5.8 Asymptotic behaviour
In this section we study the following important question. Suppose that we take an irreducible and recurrent Markov chain. In Section 5.6 we saw that the chain has a unique stationary measure \(\mu.\) Let \(f\) be a nonnegative function on \(S.\) How are the time average \(\sum_{i = 0}^n f(X_i)\) and the space average \(\int f \, \mathrm d\mu\) related? The following result says that for large \(n\) they coincide almost surely (up to a rescaling), no matter where the chain starts from. Such results are usually known as ergodic theorems.
Consider an irreducible and recurrent Markov chain with stationary measure \(\mu.\) Let \(f,g \,\colon S \to [0,\infty)\) such that \(0 < \int g \, \mathrm d\mu < \infty.\) Then, for all \(x \in S,\) we have \(\mathbb{P}_x\)-a.s. \[\frac{\sum_{i = 0}^{n-1} f(X_i)}{\sum_{i = 0}^{n-1} g(X_i)} \longrightarrow \frac{\int f \, \mathrm d\mu}{\int g \, \mathrm d\mu}\] as \(n \to \infty.\)

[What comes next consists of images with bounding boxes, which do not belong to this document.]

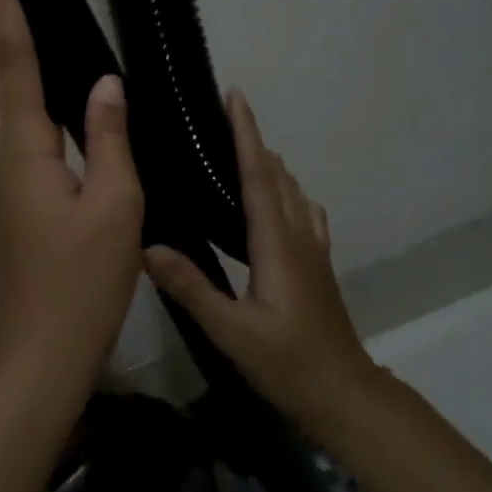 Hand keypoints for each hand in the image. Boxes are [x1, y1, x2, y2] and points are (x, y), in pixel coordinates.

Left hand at [0, 0, 144, 357]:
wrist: (46, 343)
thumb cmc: (83, 278)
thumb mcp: (114, 204)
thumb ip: (109, 137)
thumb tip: (106, 82)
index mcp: (25, 148)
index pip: (13, 59)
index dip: (0, 4)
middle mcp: (3, 153)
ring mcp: (4, 175)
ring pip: (2, 101)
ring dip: (9, 57)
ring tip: (28, 21)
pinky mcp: (15, 193)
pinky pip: (16, 127)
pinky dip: (25, 94)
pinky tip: (52, 95)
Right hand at [143, 91, 376, 418]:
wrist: (344, 395)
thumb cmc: (287, 363)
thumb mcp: (232, 331)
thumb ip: (191, 288)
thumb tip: (147, 247)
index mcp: (277, 244)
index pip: (259, 175)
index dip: (246, 133)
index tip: (235, 96)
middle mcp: (298, 236)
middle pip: (278, 174)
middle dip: (253, 139)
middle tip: (223, 116)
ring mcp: (313, 250)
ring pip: (293, 191)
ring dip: (269, 163)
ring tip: (239, 149)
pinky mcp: (317, 265)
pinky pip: (302, 211)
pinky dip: (285, 190)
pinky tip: (274, 201) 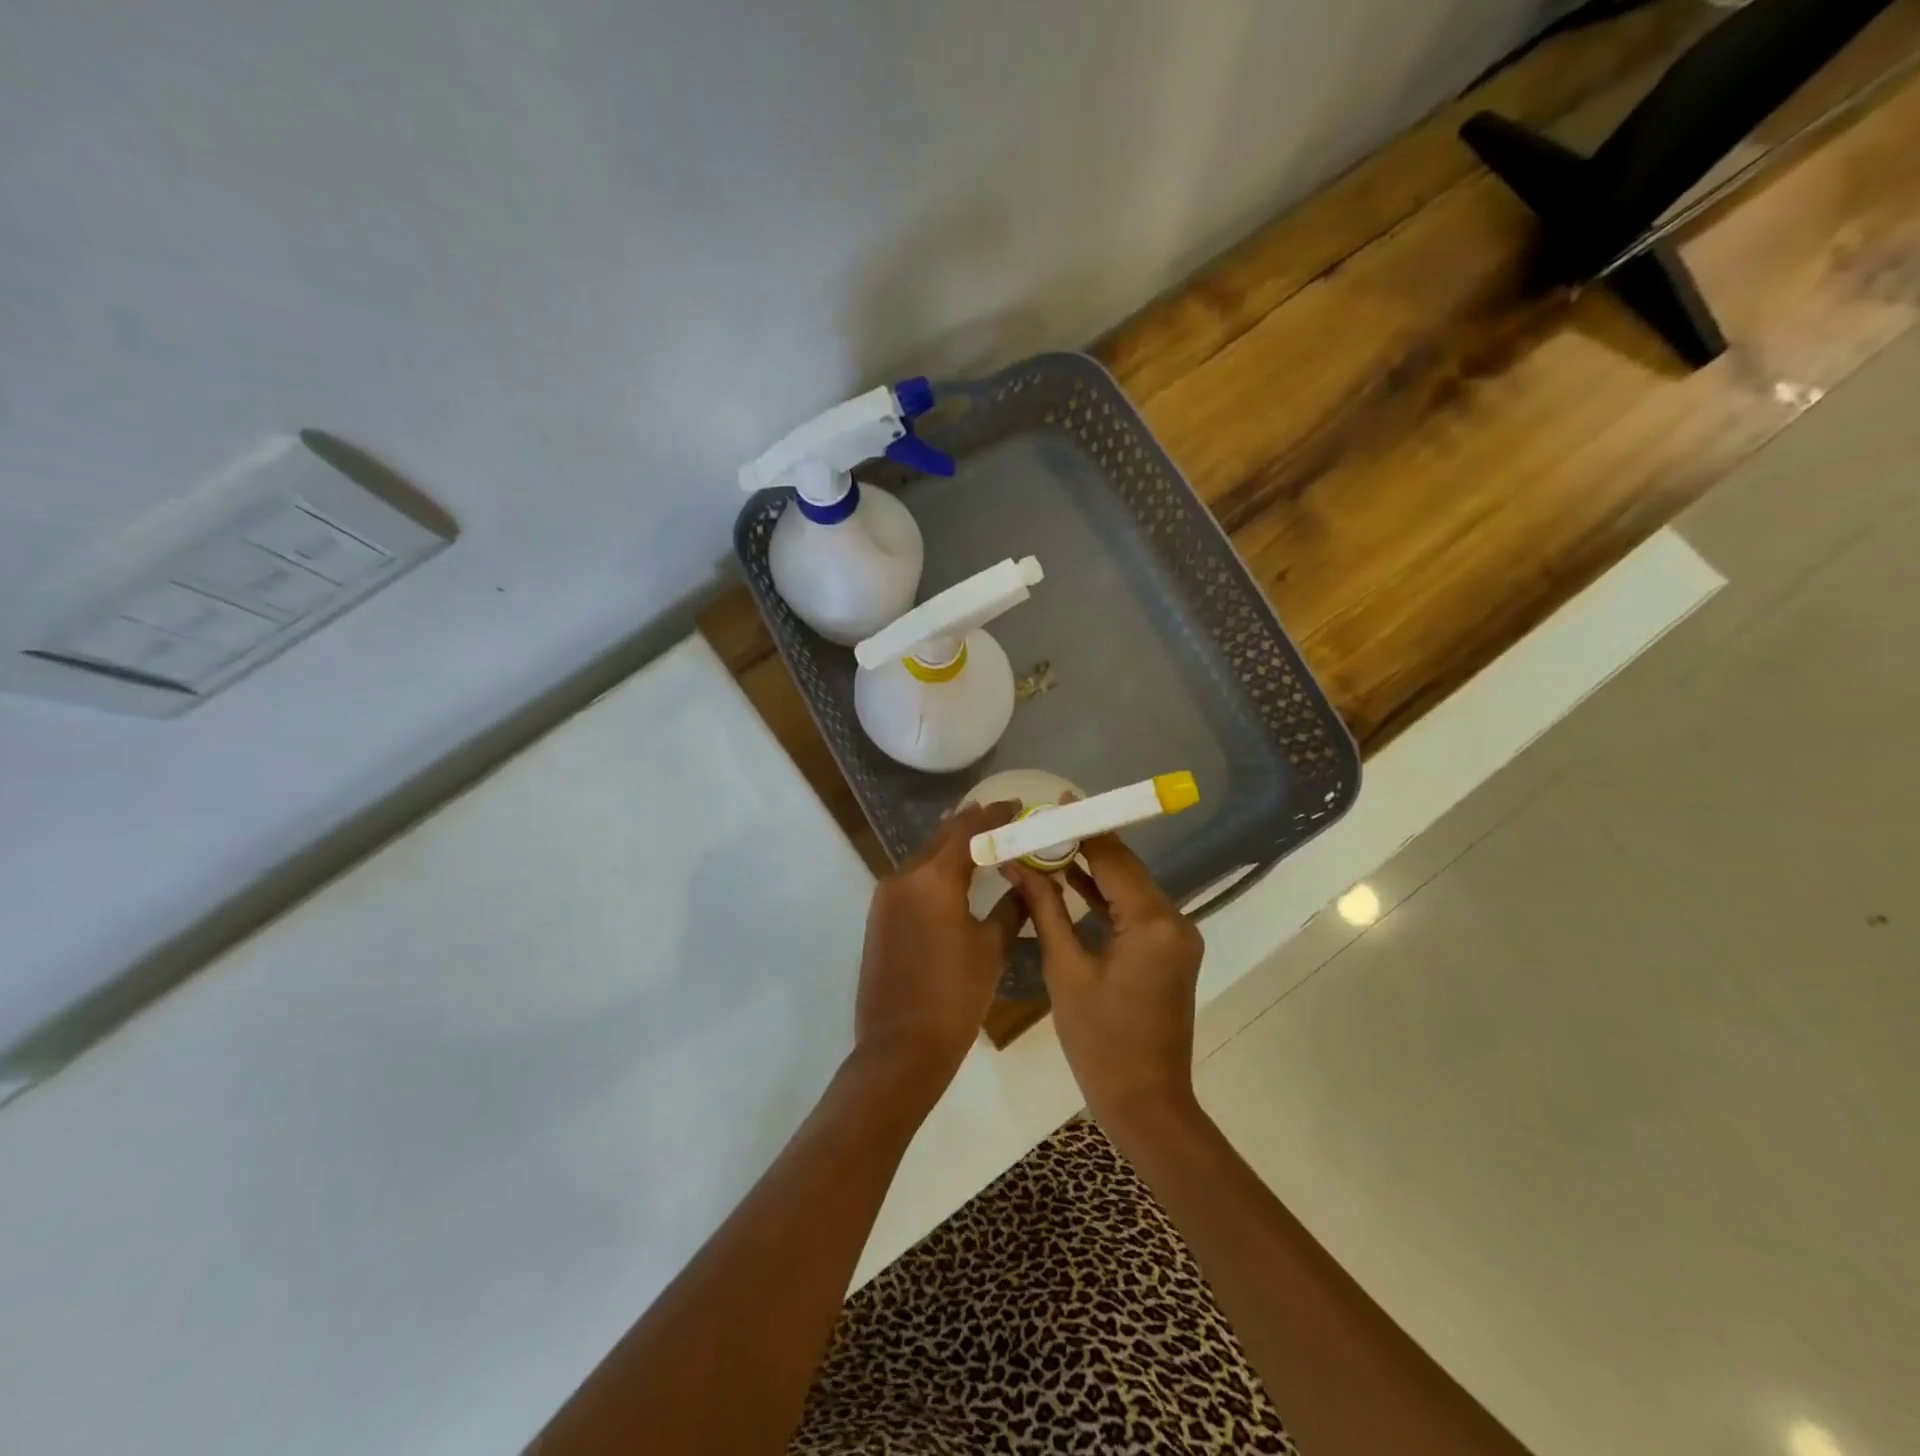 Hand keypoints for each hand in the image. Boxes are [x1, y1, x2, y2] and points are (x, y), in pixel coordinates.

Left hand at [852, 801, 1028, 1100]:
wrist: (900, 1048)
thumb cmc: (954, 997)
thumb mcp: (991, 949)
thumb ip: (1011, 907)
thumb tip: (1028, 882)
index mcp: (935, 878)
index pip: (968, 830)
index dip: (995, 815)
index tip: (1018, 805)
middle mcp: (905, 875)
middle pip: (942, 836)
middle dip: (972, 823)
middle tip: (1002, 816)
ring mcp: (886, 894)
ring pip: (924, 854)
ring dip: (950, 842)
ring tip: (980, 835)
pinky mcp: (879, 914)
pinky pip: (911, 875)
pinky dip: (934, 865)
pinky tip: (952, 870)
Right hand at [1006, 835, 1204, 1132]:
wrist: (1146, 1103)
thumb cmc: (1100, 1041)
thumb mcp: (1066, 970)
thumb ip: (1045, 909)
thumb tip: (1018, 864)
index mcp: (1153, 922)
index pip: (1115, 859)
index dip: (1085, 827)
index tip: (1058, 801)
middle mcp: (1174, 921)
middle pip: (1125, 869)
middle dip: (1086, 844)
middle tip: (1045, 821)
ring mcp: (1174, 938)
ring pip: (1129, 888)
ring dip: (1093, 869)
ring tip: (1050, 843)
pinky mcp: (1168, 952)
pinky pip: (1133, 912)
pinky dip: (1104, 897)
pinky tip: (1071, 881)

As a consequence (taking \(g = 1\)), if the chain is positive recurrent, i.e. it has a stationary probability measure, the space average can be computed as the almost surely limit of the time average.
If the Markov chain is irreducible and positive recurrent with stationary probability measure \(\mu,\) then, for all \(x \in S,\) we have \(\mathbb{P}_x\)-a.s. \[\tag{5.17} \frac{1}{n} \sum_{i = 0}^{n-1} f(X_i) \longrightarrow \int f \, \mathrm d\mu\] as \(n \to \infty.\)
Proof of Proposition 5.45. First, by monotone approximation, we may suppose that \(\int f \, \mathrm d\mu < \infty.\) (Otherwise, consider a sequence of functions \(f_m\) supported on finite subsets of \(S,\) that converges from below to \(f,\) and use the monotone convergence theorem.)
The main tool of the proof is the sequence of random times \(T_k,\) corresponding to the \(k\)th return of the chain to \(x.\) That is, \[T_0 :=0\,, \qquad T_1 :=H_x = \inf \{n > 0 \,\colon X_n = x\}\,, \qquad T_{k+1} :=\inf\{n > T_k \,\colon X_n = x\}\,.\] Since \((X_n)\) is recurrent, \(T_k < \infty\) a.s. for all \(k \in \mathbb{N}.\)
For \(k \in \mathbb{N}\) we define the sum over the \(k\)th excursion, \[Z_k :=\sum_{n = T_k}^{T_{k+1} - 1} f(X_n)\,.\] The main observation is that \((Z_k)_{k \in \mathbb{N}}\) are independent identically distributed random variables. Intuitively, this is clear from the Markov property, since each excursion from \(x\) back to \(x\) is a fresh start, the chain forgetting everything about its past except that it starts at \(x\) again.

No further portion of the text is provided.